_REQUIREMENT_
Find the lines in the records that carry the word "Park". Copy each one.

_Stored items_
□ □ □ □ □
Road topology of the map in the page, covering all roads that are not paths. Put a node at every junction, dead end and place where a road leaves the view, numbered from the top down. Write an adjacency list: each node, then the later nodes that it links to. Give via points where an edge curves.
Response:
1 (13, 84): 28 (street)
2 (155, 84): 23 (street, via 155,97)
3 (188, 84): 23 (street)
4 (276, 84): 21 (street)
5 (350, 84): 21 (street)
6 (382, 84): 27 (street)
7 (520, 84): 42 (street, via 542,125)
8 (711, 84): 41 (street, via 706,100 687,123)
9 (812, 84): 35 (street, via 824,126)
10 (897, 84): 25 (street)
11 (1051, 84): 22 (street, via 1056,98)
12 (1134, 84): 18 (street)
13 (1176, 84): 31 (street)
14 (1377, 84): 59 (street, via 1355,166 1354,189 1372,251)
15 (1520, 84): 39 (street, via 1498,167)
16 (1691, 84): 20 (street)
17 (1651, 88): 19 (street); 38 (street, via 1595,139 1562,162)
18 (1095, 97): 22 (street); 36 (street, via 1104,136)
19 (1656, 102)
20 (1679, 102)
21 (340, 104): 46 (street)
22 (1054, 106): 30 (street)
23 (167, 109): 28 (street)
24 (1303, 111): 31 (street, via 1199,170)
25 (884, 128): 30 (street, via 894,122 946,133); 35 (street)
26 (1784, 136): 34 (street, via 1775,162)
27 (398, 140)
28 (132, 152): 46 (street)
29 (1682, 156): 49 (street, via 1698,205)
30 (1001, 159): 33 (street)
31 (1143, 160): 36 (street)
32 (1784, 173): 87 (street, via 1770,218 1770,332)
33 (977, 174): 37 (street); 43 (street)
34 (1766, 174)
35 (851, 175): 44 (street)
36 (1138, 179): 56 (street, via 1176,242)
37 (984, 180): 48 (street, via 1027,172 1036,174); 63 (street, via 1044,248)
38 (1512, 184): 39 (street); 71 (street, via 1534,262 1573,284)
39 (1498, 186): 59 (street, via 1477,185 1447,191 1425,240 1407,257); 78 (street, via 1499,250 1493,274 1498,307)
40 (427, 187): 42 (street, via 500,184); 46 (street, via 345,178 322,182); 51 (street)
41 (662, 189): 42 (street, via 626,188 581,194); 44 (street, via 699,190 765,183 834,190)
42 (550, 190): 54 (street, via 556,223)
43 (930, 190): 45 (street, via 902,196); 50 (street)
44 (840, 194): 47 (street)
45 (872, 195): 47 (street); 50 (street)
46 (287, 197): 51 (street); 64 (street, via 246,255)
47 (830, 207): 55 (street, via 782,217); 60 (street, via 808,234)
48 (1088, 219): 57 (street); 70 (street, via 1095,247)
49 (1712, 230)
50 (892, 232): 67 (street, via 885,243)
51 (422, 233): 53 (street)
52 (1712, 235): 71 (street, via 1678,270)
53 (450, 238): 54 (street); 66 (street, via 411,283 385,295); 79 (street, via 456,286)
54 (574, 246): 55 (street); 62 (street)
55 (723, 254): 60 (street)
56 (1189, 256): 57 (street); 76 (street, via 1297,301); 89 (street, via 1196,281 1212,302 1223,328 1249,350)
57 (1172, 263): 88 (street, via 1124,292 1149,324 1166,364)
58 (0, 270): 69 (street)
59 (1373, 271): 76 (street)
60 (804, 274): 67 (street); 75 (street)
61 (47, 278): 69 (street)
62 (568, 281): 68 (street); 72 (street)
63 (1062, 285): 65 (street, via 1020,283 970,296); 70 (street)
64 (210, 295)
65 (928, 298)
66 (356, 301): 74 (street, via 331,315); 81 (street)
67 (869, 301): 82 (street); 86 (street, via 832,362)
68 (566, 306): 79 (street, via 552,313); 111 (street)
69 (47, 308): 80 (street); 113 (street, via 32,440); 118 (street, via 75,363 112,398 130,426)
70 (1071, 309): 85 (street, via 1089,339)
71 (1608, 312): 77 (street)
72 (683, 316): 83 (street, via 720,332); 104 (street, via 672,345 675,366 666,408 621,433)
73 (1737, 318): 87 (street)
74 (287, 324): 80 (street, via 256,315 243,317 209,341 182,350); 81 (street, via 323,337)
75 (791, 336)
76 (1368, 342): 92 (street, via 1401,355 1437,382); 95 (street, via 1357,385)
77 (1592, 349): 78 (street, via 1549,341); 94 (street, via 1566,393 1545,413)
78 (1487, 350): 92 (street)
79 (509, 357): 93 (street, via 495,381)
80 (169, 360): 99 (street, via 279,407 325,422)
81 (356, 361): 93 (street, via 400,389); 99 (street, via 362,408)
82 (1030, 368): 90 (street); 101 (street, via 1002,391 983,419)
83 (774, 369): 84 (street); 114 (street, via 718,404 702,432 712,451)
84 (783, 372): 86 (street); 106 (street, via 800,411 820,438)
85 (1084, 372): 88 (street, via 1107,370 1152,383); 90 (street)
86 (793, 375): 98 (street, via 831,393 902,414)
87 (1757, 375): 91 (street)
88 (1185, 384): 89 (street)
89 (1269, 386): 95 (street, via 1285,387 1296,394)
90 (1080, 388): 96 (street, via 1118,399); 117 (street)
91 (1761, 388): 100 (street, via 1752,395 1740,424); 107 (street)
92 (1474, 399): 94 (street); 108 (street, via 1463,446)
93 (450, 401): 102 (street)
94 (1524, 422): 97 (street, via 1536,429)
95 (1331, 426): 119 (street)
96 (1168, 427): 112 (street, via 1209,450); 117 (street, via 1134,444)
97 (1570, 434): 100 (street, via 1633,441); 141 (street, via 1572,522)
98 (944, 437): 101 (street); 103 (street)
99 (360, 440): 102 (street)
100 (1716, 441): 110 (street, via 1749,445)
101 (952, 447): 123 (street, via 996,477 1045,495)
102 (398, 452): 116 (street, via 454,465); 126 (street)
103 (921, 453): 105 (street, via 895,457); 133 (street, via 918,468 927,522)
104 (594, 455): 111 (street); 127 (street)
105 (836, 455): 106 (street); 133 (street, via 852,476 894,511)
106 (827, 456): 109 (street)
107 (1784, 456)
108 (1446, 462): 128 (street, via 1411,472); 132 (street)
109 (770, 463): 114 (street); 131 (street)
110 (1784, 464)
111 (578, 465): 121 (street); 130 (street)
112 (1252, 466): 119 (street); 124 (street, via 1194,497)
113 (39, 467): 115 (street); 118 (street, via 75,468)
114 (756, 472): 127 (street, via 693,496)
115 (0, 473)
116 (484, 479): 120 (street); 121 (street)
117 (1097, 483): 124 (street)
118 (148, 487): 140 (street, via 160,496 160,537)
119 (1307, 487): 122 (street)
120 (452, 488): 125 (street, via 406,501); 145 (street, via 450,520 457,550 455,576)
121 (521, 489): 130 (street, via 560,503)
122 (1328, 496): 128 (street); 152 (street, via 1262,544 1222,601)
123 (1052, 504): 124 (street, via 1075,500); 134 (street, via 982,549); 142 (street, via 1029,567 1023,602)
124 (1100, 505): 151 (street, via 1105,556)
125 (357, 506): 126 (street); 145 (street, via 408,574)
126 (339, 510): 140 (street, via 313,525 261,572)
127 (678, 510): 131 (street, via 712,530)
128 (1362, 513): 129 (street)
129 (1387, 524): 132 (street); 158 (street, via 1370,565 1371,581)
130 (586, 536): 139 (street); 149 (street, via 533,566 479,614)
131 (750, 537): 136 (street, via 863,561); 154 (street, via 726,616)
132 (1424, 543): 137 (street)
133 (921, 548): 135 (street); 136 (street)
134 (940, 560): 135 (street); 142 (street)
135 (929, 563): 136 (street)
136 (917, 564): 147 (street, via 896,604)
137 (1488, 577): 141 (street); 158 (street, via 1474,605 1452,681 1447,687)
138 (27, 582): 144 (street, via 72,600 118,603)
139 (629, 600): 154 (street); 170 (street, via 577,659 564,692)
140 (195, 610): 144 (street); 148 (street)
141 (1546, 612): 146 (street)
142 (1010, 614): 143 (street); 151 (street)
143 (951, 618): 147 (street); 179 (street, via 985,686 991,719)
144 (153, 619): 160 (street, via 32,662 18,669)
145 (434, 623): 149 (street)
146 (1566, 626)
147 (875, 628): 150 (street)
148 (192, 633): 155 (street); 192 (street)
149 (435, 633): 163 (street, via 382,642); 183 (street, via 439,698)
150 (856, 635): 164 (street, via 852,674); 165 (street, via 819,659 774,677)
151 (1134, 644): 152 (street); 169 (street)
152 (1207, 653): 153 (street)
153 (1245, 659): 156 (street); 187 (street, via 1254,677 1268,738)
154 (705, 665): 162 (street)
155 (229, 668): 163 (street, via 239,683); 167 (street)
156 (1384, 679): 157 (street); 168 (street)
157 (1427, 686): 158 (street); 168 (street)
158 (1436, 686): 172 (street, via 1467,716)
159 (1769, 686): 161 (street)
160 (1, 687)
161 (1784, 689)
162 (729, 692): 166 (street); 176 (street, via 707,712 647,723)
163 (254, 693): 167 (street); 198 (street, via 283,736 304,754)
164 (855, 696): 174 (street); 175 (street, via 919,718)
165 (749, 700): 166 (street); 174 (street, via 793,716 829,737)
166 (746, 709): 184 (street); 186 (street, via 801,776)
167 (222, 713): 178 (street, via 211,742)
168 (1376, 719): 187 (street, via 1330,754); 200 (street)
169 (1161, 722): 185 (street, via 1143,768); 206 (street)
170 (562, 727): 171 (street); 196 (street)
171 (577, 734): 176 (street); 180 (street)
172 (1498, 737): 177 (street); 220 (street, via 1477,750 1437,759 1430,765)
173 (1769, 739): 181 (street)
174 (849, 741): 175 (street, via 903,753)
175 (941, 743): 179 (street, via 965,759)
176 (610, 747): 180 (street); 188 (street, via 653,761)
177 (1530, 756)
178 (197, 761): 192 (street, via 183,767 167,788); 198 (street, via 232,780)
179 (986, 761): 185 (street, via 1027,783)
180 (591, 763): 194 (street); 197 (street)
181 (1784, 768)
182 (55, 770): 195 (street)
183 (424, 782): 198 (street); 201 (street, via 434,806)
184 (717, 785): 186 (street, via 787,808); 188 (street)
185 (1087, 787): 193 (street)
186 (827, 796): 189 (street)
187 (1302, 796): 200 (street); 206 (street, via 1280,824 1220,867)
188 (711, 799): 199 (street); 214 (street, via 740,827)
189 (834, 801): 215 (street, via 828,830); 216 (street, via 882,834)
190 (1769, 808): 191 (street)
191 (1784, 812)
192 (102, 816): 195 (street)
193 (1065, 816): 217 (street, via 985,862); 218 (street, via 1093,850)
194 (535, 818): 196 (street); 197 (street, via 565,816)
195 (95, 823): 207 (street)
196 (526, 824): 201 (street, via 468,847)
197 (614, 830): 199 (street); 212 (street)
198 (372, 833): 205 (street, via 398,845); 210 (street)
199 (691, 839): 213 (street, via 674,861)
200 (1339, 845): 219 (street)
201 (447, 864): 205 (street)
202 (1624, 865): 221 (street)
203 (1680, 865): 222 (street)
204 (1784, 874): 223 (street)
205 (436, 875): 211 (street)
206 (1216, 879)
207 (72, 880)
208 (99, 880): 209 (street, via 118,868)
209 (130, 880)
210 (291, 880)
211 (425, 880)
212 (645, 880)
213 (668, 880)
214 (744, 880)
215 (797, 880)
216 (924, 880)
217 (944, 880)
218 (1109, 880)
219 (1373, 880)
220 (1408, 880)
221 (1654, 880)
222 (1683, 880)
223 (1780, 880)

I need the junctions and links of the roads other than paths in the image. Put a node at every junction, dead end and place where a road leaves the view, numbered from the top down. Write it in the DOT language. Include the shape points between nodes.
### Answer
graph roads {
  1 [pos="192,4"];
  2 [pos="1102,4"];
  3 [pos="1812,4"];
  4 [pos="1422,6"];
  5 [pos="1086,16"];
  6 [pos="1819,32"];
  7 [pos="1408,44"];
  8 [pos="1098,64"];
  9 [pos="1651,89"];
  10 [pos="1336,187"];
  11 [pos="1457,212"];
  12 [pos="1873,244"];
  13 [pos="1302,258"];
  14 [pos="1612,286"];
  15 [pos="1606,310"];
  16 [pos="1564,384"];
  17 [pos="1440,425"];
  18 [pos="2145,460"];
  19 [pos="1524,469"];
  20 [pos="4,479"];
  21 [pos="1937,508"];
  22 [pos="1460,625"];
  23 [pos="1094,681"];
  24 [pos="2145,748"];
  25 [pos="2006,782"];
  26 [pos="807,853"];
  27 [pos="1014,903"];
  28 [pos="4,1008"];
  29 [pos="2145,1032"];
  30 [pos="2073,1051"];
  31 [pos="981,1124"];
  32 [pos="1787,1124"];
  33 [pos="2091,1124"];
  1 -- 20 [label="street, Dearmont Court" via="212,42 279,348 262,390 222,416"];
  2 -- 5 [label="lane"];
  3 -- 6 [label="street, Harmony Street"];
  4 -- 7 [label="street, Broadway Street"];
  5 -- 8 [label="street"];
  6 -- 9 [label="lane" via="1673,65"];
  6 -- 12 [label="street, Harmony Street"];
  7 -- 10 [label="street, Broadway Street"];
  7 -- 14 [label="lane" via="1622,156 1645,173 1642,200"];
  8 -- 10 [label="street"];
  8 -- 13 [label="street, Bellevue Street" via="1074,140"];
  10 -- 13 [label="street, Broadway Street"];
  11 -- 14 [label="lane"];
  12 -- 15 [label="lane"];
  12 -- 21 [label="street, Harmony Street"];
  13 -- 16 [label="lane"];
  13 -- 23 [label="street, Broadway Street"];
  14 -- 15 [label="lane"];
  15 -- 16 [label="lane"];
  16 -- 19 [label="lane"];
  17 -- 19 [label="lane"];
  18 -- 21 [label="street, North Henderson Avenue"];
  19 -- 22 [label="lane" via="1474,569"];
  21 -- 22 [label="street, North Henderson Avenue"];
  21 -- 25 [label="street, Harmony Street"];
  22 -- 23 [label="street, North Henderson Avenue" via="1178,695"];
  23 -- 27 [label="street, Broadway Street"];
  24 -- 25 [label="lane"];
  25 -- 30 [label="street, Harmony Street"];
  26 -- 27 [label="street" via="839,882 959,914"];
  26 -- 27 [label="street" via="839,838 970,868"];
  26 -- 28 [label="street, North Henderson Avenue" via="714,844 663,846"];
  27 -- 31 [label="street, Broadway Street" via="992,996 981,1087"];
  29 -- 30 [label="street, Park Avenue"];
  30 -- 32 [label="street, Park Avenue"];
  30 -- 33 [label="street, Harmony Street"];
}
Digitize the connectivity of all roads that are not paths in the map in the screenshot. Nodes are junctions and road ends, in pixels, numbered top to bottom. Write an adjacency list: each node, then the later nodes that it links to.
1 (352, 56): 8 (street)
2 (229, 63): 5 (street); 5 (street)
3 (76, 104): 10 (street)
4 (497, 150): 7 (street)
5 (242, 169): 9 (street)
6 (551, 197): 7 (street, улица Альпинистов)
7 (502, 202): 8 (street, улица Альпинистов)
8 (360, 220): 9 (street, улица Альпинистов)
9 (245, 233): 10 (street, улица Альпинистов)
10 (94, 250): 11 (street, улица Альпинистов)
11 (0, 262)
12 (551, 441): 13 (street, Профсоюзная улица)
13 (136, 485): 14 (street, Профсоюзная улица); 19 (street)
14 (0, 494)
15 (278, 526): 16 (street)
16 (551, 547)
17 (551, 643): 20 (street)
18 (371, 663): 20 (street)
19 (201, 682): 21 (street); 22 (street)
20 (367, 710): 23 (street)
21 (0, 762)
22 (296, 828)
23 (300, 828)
□ □ □ □ □
_RESULT FOR THIS TASK_
  29 -- 30 [label="street, Park Avenue"];
  30 -- 32 [label="street, Park Avenue"];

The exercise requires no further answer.